What to do:
The answer should be each line of the records that contains the word "this"; please copy them all.

[Stored items]
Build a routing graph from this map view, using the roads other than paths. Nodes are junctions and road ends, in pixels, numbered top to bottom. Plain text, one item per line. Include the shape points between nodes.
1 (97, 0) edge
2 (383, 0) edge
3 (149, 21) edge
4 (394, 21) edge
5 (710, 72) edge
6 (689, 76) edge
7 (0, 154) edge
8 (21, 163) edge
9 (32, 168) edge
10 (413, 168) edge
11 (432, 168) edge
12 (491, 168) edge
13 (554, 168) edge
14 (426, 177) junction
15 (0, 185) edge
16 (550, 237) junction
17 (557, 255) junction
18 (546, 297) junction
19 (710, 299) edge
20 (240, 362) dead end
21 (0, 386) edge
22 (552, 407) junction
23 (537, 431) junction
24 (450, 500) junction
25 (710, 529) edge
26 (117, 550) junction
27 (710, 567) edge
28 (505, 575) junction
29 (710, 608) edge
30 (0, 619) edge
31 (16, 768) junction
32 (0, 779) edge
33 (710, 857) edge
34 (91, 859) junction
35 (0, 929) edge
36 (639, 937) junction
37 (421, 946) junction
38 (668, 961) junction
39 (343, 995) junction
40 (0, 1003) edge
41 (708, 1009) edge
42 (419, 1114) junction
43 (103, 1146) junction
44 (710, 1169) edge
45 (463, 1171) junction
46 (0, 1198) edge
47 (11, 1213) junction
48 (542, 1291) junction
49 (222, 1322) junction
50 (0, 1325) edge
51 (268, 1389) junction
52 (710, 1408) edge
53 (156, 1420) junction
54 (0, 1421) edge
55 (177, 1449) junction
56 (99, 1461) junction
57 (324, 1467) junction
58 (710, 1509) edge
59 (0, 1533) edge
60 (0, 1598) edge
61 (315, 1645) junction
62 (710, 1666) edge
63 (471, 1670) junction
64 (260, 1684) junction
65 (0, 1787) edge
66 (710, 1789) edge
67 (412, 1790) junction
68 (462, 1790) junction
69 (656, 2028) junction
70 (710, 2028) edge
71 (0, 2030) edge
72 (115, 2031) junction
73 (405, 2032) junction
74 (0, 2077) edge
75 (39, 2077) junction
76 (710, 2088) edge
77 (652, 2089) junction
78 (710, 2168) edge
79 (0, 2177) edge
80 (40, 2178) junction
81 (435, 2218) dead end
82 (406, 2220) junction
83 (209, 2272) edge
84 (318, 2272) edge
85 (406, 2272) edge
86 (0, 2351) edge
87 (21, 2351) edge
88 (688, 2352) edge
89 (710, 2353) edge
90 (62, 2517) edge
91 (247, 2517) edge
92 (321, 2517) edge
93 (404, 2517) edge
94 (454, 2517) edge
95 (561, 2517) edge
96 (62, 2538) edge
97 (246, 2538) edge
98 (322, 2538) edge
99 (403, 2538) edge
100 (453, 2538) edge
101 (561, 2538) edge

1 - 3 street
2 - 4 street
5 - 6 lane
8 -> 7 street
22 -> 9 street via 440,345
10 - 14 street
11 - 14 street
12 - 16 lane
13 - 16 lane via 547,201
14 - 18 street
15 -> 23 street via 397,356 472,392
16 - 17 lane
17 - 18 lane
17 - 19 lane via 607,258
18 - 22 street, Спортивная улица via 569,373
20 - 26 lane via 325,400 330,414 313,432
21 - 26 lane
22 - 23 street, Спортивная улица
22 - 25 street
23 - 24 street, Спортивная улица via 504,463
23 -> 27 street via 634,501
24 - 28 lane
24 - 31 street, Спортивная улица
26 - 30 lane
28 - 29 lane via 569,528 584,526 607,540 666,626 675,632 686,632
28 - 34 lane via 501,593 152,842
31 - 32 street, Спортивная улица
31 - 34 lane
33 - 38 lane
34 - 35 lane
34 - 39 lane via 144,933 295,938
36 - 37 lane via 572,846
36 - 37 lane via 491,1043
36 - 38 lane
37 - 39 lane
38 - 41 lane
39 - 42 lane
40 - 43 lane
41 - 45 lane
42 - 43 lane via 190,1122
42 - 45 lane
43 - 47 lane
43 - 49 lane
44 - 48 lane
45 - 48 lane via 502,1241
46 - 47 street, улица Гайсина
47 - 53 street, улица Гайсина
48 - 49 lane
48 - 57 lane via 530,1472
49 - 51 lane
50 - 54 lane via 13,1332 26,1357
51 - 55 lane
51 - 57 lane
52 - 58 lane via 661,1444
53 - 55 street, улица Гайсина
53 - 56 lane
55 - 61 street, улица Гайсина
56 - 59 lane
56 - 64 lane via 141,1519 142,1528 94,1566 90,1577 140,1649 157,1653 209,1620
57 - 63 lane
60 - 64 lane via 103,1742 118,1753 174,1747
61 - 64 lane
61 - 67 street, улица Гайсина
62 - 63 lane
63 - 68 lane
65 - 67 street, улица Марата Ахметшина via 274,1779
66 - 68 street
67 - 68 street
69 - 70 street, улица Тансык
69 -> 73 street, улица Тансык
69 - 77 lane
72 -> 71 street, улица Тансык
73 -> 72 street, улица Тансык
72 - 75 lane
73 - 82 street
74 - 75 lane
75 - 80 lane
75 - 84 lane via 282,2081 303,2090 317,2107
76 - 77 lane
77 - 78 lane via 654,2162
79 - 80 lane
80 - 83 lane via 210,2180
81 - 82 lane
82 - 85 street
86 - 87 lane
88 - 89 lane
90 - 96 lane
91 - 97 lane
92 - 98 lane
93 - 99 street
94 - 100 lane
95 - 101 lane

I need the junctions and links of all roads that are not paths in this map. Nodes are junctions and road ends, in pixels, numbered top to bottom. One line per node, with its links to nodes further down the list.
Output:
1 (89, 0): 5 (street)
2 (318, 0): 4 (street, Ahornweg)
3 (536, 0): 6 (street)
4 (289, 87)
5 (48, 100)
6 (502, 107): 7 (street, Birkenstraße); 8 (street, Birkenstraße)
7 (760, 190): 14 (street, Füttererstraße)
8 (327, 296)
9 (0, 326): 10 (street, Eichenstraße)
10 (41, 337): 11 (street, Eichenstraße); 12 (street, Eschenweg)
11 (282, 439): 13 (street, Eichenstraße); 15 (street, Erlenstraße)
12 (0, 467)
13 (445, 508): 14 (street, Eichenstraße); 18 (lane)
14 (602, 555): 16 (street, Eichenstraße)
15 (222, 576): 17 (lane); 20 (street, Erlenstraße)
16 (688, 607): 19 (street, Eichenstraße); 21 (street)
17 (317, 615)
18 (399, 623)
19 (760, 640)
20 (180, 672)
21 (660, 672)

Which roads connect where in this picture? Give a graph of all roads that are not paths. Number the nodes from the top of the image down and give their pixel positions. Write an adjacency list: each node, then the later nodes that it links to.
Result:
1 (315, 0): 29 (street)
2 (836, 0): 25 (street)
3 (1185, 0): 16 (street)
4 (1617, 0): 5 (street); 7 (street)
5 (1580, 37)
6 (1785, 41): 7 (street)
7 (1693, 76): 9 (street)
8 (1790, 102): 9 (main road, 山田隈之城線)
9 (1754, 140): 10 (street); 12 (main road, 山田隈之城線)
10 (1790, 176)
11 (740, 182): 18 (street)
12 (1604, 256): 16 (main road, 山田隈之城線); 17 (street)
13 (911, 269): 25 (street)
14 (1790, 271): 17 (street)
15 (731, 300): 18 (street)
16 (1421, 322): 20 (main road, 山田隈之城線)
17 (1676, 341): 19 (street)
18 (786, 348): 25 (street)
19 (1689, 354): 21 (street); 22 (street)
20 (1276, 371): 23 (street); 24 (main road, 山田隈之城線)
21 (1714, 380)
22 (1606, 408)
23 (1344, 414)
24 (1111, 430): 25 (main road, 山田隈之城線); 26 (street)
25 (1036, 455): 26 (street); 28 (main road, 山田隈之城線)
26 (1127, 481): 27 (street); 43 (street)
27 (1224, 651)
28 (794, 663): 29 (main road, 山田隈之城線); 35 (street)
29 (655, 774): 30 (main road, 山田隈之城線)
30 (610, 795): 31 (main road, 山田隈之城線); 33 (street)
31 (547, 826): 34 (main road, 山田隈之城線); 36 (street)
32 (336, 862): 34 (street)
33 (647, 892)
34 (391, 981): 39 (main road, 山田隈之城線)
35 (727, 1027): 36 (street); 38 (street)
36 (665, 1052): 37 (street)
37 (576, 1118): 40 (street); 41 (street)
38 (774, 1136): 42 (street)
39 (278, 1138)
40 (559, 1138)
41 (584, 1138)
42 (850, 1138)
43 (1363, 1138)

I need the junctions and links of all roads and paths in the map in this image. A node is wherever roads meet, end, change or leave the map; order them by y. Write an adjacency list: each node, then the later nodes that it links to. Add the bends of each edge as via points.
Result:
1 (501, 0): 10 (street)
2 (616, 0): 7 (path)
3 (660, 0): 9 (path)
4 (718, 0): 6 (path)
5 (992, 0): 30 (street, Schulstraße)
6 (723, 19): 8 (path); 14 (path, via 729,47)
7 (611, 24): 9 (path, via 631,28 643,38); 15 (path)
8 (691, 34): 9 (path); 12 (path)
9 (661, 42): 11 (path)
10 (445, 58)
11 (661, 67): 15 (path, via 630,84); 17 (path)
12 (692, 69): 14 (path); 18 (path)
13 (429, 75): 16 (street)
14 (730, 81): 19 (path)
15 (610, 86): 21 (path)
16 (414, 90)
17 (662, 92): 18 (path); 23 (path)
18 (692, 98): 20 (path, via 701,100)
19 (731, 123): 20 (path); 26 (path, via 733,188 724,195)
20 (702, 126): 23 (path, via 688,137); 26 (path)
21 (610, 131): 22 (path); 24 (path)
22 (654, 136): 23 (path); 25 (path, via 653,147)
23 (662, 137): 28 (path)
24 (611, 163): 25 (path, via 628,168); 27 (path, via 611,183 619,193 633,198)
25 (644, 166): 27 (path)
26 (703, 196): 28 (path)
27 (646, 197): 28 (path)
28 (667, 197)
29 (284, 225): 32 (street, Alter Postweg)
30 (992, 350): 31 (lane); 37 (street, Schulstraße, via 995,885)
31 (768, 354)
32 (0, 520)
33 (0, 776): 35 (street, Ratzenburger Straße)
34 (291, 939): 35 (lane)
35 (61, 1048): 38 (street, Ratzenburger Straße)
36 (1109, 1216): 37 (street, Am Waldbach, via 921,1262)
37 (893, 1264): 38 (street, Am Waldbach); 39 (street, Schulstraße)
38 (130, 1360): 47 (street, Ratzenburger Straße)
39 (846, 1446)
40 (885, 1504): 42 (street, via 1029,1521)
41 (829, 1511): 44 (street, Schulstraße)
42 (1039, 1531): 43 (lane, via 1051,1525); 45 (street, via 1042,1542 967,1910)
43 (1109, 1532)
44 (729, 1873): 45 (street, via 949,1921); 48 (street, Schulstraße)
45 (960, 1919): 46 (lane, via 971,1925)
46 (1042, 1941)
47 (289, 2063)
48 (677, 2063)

Finished exercise:
Build a routing graph from this map view, using the roads other than paths. Nodes are junctions and road ends, in pixels, numbered top to bottom. Plain text, one item per line. Include the shape points between nodes.
I need the junctions and links of all roads that are not paths in this map. Nodes are junctions and road ends, in pixels, numbered top to bottom. One line per node, with its links to nodes further down the list.
Which roads connect where in this picture? Give a graph of all roads that are not paths. Number the nodes from the top of the image down and give their pixel positions. Write an adjacency list: each node, then the later nodes that it links to.
I need the junctions and links of all roads and paths in the map in this image. A node is wherever roads meet, end, change or leave the map; order them by y. Write an adjacency list: each node, then the later nodes that it links to. Add the bends of each edge as via points.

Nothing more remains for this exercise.